(1922-2008)

Grace Hartigan’s career began among the New York School artists of the 1940s and 1950s after she left her birthplace of Newark, NJ where she studied mechanical drafting as well as painting under Isaac Lane Muse.  She befriended and was accepted among established Abstract Expressionists such as Jackson Pollock, Willem de Kooning, Larry Rivers, and poet Frank O’Hara.  While she subscribed to the popular mode of painterly expression and the visibility of the artist’s hand, her work extends beyond the individual.  Her later works employ both popular culture and art historical references (Hartigan made a conscious decision in 1952 to paint studies after the Old Masters) in a way that helped her paintings resonate with contemporary American life, particularly that of her own locale in the East Village.  For Hartigan, abstraction and figuration were not mutually exclusive; pictorial structures in her work are vehicles for emotion, and are handled in a painterly, expressionist manner.

It is for her bold stylistic experimentation that Hartigan is best known.  Her brushstrokes are gestural, exude a sense of urgency, and create dramatic lines filled with washes of opulent color, culminating in lyric compositions that dance across the surface of the canvas.  Her works from the 1960s take an organic, curvilinear form, while later works from the 1970s are distinctly more figural, showcasing a collection of invented symbols reflecting her interest in mythological subjects.

During the 1950s the Tibor de Nagy Gallery, a spot known as a salon of sorts for the New York School, hosted seven solo exhibitions of Hartigan’s work.  She was selected in 1950 for the New Talent exhibition organized by influential critics Clement Greenberg and Meyer Schapiro at another prominent mid-century gallery, the Samuel Kootz Gallery.  She was the only woman artist included in The Museum of Modern Art’s international exhibition The New American Painting, which traveled from New York City across

 

Europe between 1958 and 1959.  Her paintings and biography were additionally featured in Life magazine and Newsweek at the end of the decade.
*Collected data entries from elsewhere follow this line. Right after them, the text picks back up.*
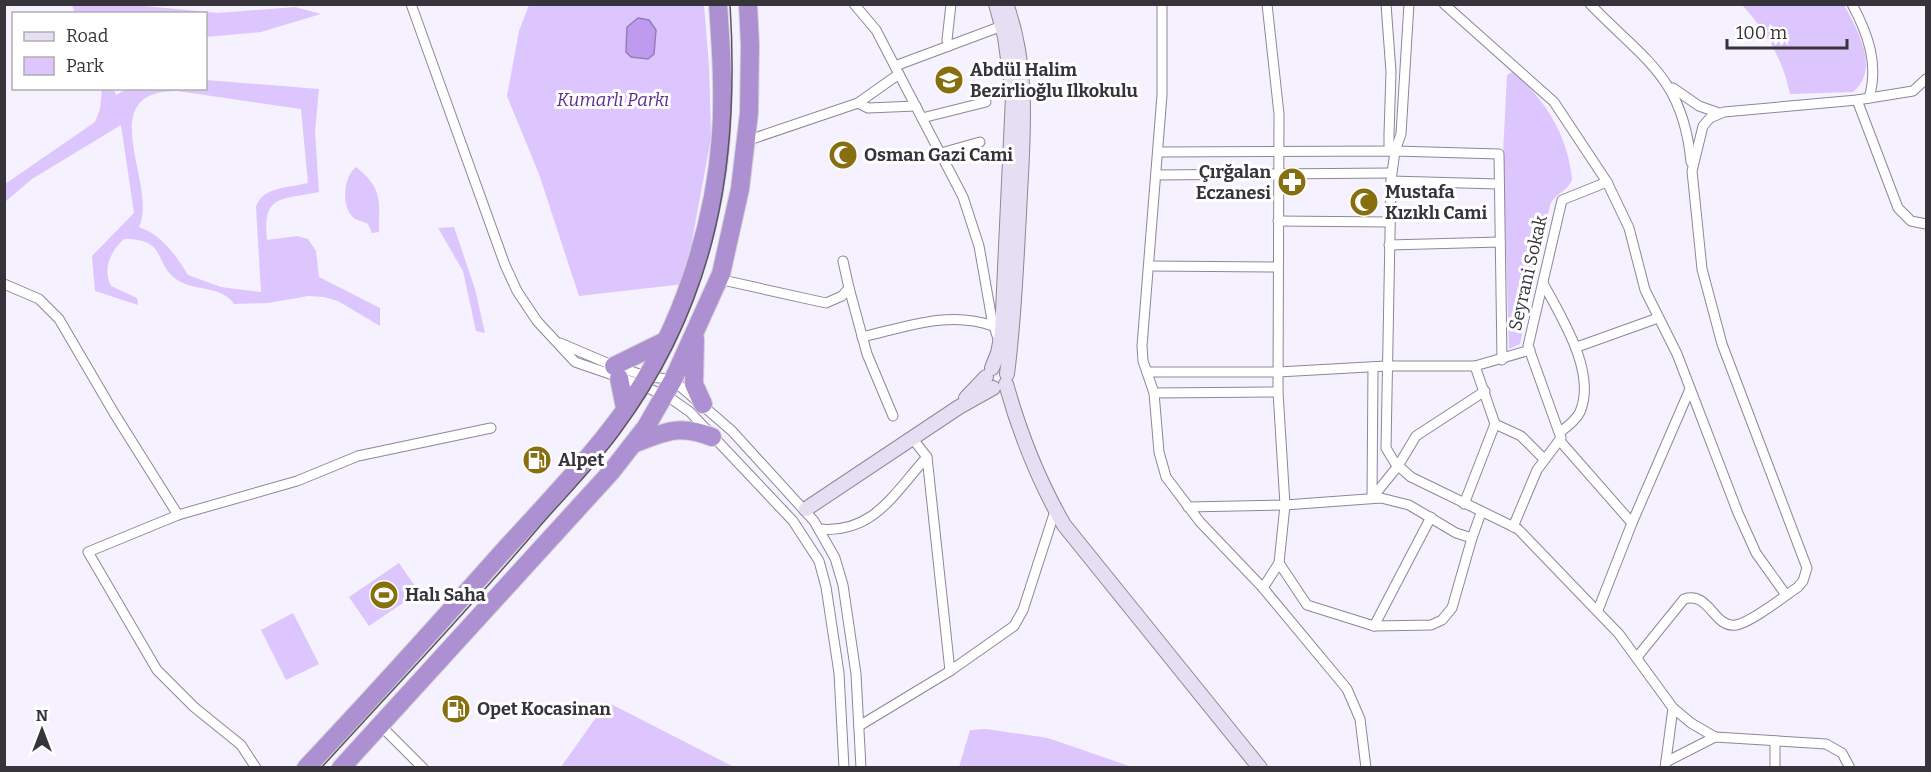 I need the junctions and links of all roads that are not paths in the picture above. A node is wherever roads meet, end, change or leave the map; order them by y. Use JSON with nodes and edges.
{"nodes":[{"id":1,"x":411,"y":4,"type":"edge"},
{"id":2,"x":718,"y":4,"type":"edge"},
{"id":3,"x":748,"y":4,"type":"edge"},
{"id":4,"x":854,"y":4,"type":"edge"},
{"id":5,"x":951,"y":4,"type":"edge"},
{"id":6,"x":1162,"y":4,"type":"edge"},
{"id":7,"x":1267,"y":4,"type":"edge"},
{"id":8,"x":1386,"y":4,"type":"edge"},
{"id":9,"x":1409,"y":4,"type":"edge"},
{"id":10,"x":1444,"y":4,"type":"edge"},
{"id":11,"x":1590,"y":4,"type":"edge"},
{"id":12,"x":1852,"y":4,"type":"edge"},
{"id":13,"x":1001,"y":5,"type":"edge"},
{"id":14,"x":1002,"y":26,"type":"junction"},
{"id":15,"x":949,"y":46,"type":"junction"},
{"id":16,"x":897,"y":70,"type":"junction"},
{"id":17,"x":1926,"y":79,"type":"edge"},
{"id":18,"x":1669,"y":85,"type":"junction"},
{"id":19,"x":1869,"y":98,"type":"junction"},
{"id":20,"x":1857,"y":100,"type":"junction"},
{"id":21,"x":986,"y":102,"type":"dead end"},
{"id":22,"x":858,"y":103,"type":"junction"},
{"id":23,"x":916,"y":106,"type":"junction"},
{"id":24,"x":1719,"y":113,"type":"junction"},
{"id":25,"x":922,"y":118,"type":"junction"},
{"id":26,"x":746,"y":141,"type":"junction"},
{"id":27,"x":980,"y":142,"type":"dead end"},
{"id":28,"x":1395,"y":151,"type":"junction"},
{"id":29,"x":1158,"y":152,"type":"junction"},
{"id":30,"x":1280,"y":152,"type":"junction"},
{"id":31,"x":941,"y":153,"type":"junction"},
{"id":32,"x":1692,"y":171,"type":"junction"},
{"id":33,"x":1279,"y":174,"type":"junction"},
{"id":34,"x":1156,"y":175,"type":"junction"},
{"id":35,"x":1391,"y":177,"type":"junction"},
{"id":36,"x":1607,"y":182,"type":"junction"},
{"id":37,"x":1498,"y":184,"type":"junction"},
{"id":38,"x":1278,"y":221,"type":"junction"},
{"id":39,"x":1389,"y":222,"type":"junction"},
{"id":40,"x":1926,"y":224,"type":"edge"},
{"id":41,"x":1500,"y":242,"type":"junction"},
{"id":42,"x":1389,"y":245,"type":"junction"},
{"id":43,"x":843,"y":261,"type":"dead end"},
{"id":44,"x":1149,"y":266,"type":"junction"},
{"id":45,"x":1277,"y":267,"type":"junction"},
{"id":46,"x":718,"y":279,"type":"junction"},
{"id":47,"x":1543,"y":283,"type":"junction"},
{"id":48,"x":4,"y":284,"type":"edge"},
{"id":49,"x":849,"y":288,"type":"junction"},
{"id":50,"x":1658,"y":318,"type":"junction"},
{"id":51,"x":993,"y":326,"type":"junction"},
{"id":52,"x":695,"y":332,"type":"junction"},
{"id":53,"x":862,"y":337,"type":"junction"},
{"id":54,"x":665,"y":341,"type":"junction"},
{"id":55,"x":1000,"y":344,"type":"junction"},
{"id":56,"x":1577,"y":347,"type":"junction"},
{"id":57,"x":1530,"y":350,"type":"junction"},
{"id":58,"x":1502,"y":360,"type":"junction"},
{"id":59,"x":1386,"y":366,"type":"junction"},
{"id":60,"x":1475,"y":366,"type":"junction"},
{"id":61,"x":1373,"y":367,"type":"junction"},
{"id":62,"x":616,"y":372,"type":"junction"},
{"id":63,"x":1147,"y":372,"type":"junction"},
{"id":64,"x":1278,"y":372,"type":"junction"},
{"id":65,"x":997,"y":378,"type":"junction"},
{"id":66,"x":644,"y":380,"type":"junction"},
{"id":67,"x":669,"y":388,"type":"junction"},
{"id":68,"x":1690,"y":389,"type":"junction"},
{"id":69,"x":1485,"y":391,"type":"junction"},
{"id":70,"x":1278,"y":392,"type":"junction"},
{"id":71,"x":1154,"y":393,"type":"junction"},
{"id":72,"x":703,"y":404,"type":"junction"},
{"id":73,"x":625,"y":408,"type":"junction"},
{"id":74,"x":893,"y":416,"type":"dead end"},
{"id":75,"x":1495,"y":424,"type":"junction"},
{"id":76,"x":491,"y":428,"type":"dead end"},
{"id":77,"x":712,"y":437,"type":"junction"},
{"id":78,"x":1560,"y":437,"type":"junction"},
{"id":79,"x":912,"y":438,"type":"junction"},
{"id":80,"x":633,"y":444,"type":"junction"},
{"id":81,"x":927,"y":457,"type":"junction"},
{"id":82,"x":1544,"y":459,"type":"junction"},
{"id":83,"x":1398,"y":466,"type":"junction"},
{"id":84,"x":1371,"y":498,"type":"junction"},
{"id":85,"x":1464,"y":504,"type":"junction"},
{"id":86,"x":1285,"y":505,"type":"junction"},
{"id":87,"x":1188,"y":507,"type":"junction"},
{"id":88,"x":806,"y":509,"type":"junction"},
{"id":89,"x":1055,"y":511,"type":"junction"},
{"id":90,"x":1481,"y":513,"type":"junction"},
{"id":91,"x":178,"y":515,"type":"junction"},
{"id":92,"x":1431,"y":517,"type":"junction"},
{"id":93,"x":790,"y":518,"type":"junction"},
{"id":94,"x":1632,"y":523,"type":"junction"},
{"id":95,"x":1513,"y":527,"type":"junction"},
{"id":96,"x":819,"y":530,"type":"junction"},
{"id":97,"x":1472,"y":538,"type":"junction"},
{"id":98,"x":1280,"y":563,"type":"junction"},
{"id":99,"x":1263,"y":588,"type":"junction"},
{"id":100,"x":1786,"y":595,"type":"junction"},
{"id":101,"x":1598,"y":610,"type":"junction"},
{"id":102,"x":1374,"y":626,"type":"junction"},
{"id":103,"x":1638,"y":656,"type":"junction"},
{"id":104,"x":950,"y":671,"type":"junction"},
{"id":105,"x":1673,"y":708,"type":"junction"},
{"id":106,"x":380,"y":725,"type":"junction"},
{"id":107,"x":859,"y":726,"type":"junction"},
{"id":108,"x":1715,"y":737,"type":"junction"},
{"id":109,"x":1775,"y":741,"type":"junction"},
{"id":110,"x":1666,"y":765,"type":"edge"},
{"id":111,"x":256,"y":768,"type":"edge"},
{"id":112,"x":306,"y":768,"type":"edge"},
{"id":113,"x":341,"y":768,"type":"edge"},
{"id":114,"x":423,"y":768,"type":"edge"},
{"id":115,"x":844,"y":768,"type":"edge"},
{"id":116,"x":861,"y":768,"type":"edge"},
{"id":117,"x":1260,"y":768,"type":"edge"},
{"id":118,"x":1366,"y":768,"type":"edge"},
{"id":119,"x":1775,"y":768,"type":"edge"},
{"id":120,"x":1850,"y":768,"type":"edge"}],
"edges":[{"from":1,"to":62,"type":"street"},
{"from":2,"to":54,"type":"highway"},
{"from":3,"to":26,"type":"highway"},
{"from":4,"to":16,"type":"street"},
{"from":5,"to":15,"type":"street"},
{"from":6,"to":29,"type":"street"},
{"from":7,"to":30,"type":"street"},
{"from":8,"to":28,"type":"street"},
{"from":9,"to":28,"type":"street"},
{"from":10,"to":36,"type":"street"},
{"from":11,"to":18,"type":"street"},
{"from":12,"to":19,"type":"street"},
{"from":13,"to":14,"type":"street"},
{"from":13,"to":65,"type":"street"},
{"from":14,"to":15,"type":"street"},
{"from":14,"to":55,"type":"street"},
{"from":15,"to":16,"type":"street"},
{"from":16,"to":22,"type":"street"},
{"from":16,"to":23,"type":"street"},
{"from":17,"to":19,"type":"street"},
{"from":18,"to":24,"type":"street"},
{"from":18,"to":32,"type":"street"},
{"from":19,"to":20,"type":"street"},
{"from":20,"to":24,"type":"street"},
{"from":20,"to":40,"type":"street"},
{"from":21,"to":25,"type":"street"},
{"from":22,"to":23,"type":"street"},
{"from":22,"to":26,"type":"street"},
{"from":23,"to":25,"type":"street"},
{"from":24,"to":32,"type":"street"},
{"from":25,"to":31,"type":"street"},
{"from":26,"to":46,"type":"highway"},
{"from":27,"to":31,"type":"street"},
{"from":28,"to":30,"type":"street"},
{"from":28,"to":35,"type":"street"},
{"from":28,"to":37,"type":"street"},
{"from":29,"to":30,"type":"street"},
{"from":29,"to":34,"type":"street"},
{"from":30,"to":33,"type":"street"},
{"from":31,"to":51,"type":"street"},
{"from":32,"to":100,"type":"street"},
{"from":33,"to":34,"type":"street"},
{"from":33,"to":35,"type":"street"},
{"from":33,"to":38,"type":"street"},
{"from":34,"to":44,"type":"street"},
{"from":35,"to":37,"type":"street"},
{"from":35,"to":39,"type":"street"},
{"from":36,"to":47,"type":"street","name":"Seyrani Sokak"},
{"from":36,"to":50,"type":"street"},
{"from":37,"to":41,"type":"street"},
{"from":38,"to":39,"type":"street"},
{"from":38,"to":45,"type":"street"},
{"from":39,"to":42,"type":"street"},
{"from":41,"to":42,"type":"street"},
{"from":41,"to":58,"type":"street"},
{"from":42,"to":59,"type":"street"},
{"from":43,"to":49,"type":"street"},
{"from":44,"to":45,"type":"street"},
{"from":44,"to":63,"type":"street"},
{"from":45,"to":64,"type":"street"},
{"from":46,"to":49,"type":"street"},
{"from":46,"to":52,"type":"highway"},
{"from":47,"to":56,"type":"street"},
{"from":47,"to":57,"type":"street","name":"Seyrani Sokak"},
{"from":48,"to":91,"type":"street"},
{"from":49,"to":53,"type":"street"},
{"from":50,"to":56,"type":"street"},
{"from":50,"to":68,"type":"street"},
{"from":51,"to":53,"type":"street"},
{"from":51,"to":55,"type":"street"},
{"from":52,"to":67,"type":"highway"},
{"from":52,"to":72,"type":"highway"},
{"from":53,"to":74,"type":"street"},
{"from":54,"to":62,"type":"highway"},
{"from":54,"to":66,"type":"highway"},
{"from":55,"to":65,"type":"street"},
{"from":56,"to":78,"type":"street"},
{"from":57,"to":58,"type":"street"},
{"from":57,"to":78,"type":"street","name":"Seyrani Sokak"},
{"from":58,"to":60,"type":"street"},
{"from":59,"to":60,"type":"street"},
{"from":59,"to":61,"type":"street"},
{"from":59,"to":83,"type":"street"},
{"from":60,"to":69,"type":"street"},
{"from":61,"to":64,"type":"street"},
{"from":61,"to":84,"type":"street"},
{"from":62,"to":66,"type":"street"},
{"from":62,"to":73,"type":"highway"},
{"from":63,"to":64,"type":"street"},
{"from":63,"to":71,"type":"street"},
{"from":64,"to":70,"type":"street"},
{"from":65,"to":79,"type":"street"},
{"from":65,"to":89,"type":"street"},
{"from":66,"to":67,"type":"street"},
{"from":66,"to":67,"type":"street"},
{"from":66,"to":73,"type":"highway"},
{"from":67,"to":72,"type":"street"},
{"from":67,"to":77,"type":"street"},
{"from":67,"to":80,"type":"highway"},
{"from":68,"to":94,"type":"street"},
{"from":68,"to":100,"type":"street"},
{"from":69,"to":75,"type":"street"},
{"from":69,"to":83,"type":"street"},
{"from":70,"to":71,"type":"street"},
{"from":70,"to":86,"type":"street"},
{"from":71,"to":87,"type":"street"},
{"from":72,"to":88,"type":"street"},
{"from":73,"to":112,"type":"highway"},
{"from":75,"to":82,"type":"street"},
{"from":75,"to":85,"type":"street"},
{"from":76,"to":91,"type":"street"},
{"from":77,"to":80,"type":"highway"},
{"from":77,"to":93,"type":"street"},
{"from":78,"to":82,"type":"street"},
{"from":78,"to":94,"type":"street"},
{"from":79,"to":81,"type":"street"},
{"from":79,"to":88,"type":"street"},
{"from":80,"to":106,"type":"highway"},
{"from":81,"to":96,"type":"street"},
{"from":81,"to":104,"type":"street"},
{"from":82,"to":95,"type":"street"},
{"from":83,"to":84,"type":"street"},
{"from":83,"to":85,"type":"street"},
{"from":84,"to":86,"type":"street"},
{"from":84,"to":92,"type":"street"},
{"from":85,"to":90,"type":"street"},
{"from":86,"to":87,"type":"street"},
{"from":86,"to":98,"type":"street"},
{"from":87,"to":99,"type":"street"},
{"from":88,"to":93,"type":"street"},
{"from":88,"to":96,"type":"street"},
{"from":89,"to":104,"type":"street"},
{"from":89,"to":117,"type":"street"},
{"from":90,"to":95,"type":"street"},
{"from":90,"to":97,"type":"street"},
{"from":91,"to":111,"type":"street"},
{"from":92,"to":97,"type":"street"},
{"from":92,"to":102,"type":"street"},
{"from":93,"to":115,"type":"street"},
{"from":94,"to":101,"type":"street"},
{"from":95,"to":101,"type":"street"},
{"from":96,"to":107,"type":"street"},
{"from":97,"to":102,"type":"street"},
{"from":98,"to":99,"type":"street"},
{"from":98,"to":102,"type":"street"},
{"from":99,"to":118,"type":"street"},
{"from":100,"to":103,"type":"street"},
{"from":101,"to":103,"type":"street"},
{"from":103,"to":105,"type":"street"},
{"from":104,"to":107,"type":"street"},
{"from":105,"to":108,"type":"street"},
{"from":105,"to":110,"type":"street"},
{"from":106,"to":113,"type":"highway"},
{"from":106,"to":114,"type":"street"},
{"from":107,"to":116,"type":"street"},
{"from":108,"to":109,"type":"street"},
{"from":108,"to":110,"type":"street"},
{"from":109,"to":119,"type":"street"},
{"from":109,"to":120,"type":"street"}]}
A rejection of Abstract Expressionism and the subsequent shift in favor toward Pop and Minimalist styles during the 1960s motivated Hartigan to seek out what she considered to be a less creatively limiting environment.  She relocated to Baltimore, Maryland where her career only continued to thrive.  She was appointed Director of the Graduate Hoffberger School of Painting at the Maryland Institute College of Art, and gained representation by the C. Grimaldis Gallery, which remains her primary representation after her death in 2008.  Six colleges and universities across Maryland and Pennsylvania selected Hartigan to receive honorary degrees.  She is also the recipient of numerous additional awards and honors including the Lifetime Achievement Award (Neuberger Museum, 2002) and the Governor’s Award (Baltimore, MA 2006).

Hartigan’s legacy is significant not only in her contribution to the development of American painting, but also as an example of a strong and independent female influence on the mid-century New York art scene.  Her career allows art historians today the opportunity to reconsider a generation and artistic era often defined in narrow, patriarchal terms.  Her talent did not go unrecognized despite the overwhelming attention given to her male contemporaries.  She was able to embrace and contribute to the evolution of Abstract Expressionism while also maintaining a sense of what distinguished her oeuvre, ultimately positioning it to remain relevant in the latter decades of the twentieth century.  Her re-introduction of figurative representation, interpreted in a painterly manner rather than necessarily striving for an antiquated sense of realism, paved the way for the New Figuration and Neo-Expressionist artists of the 1970s and 1980s.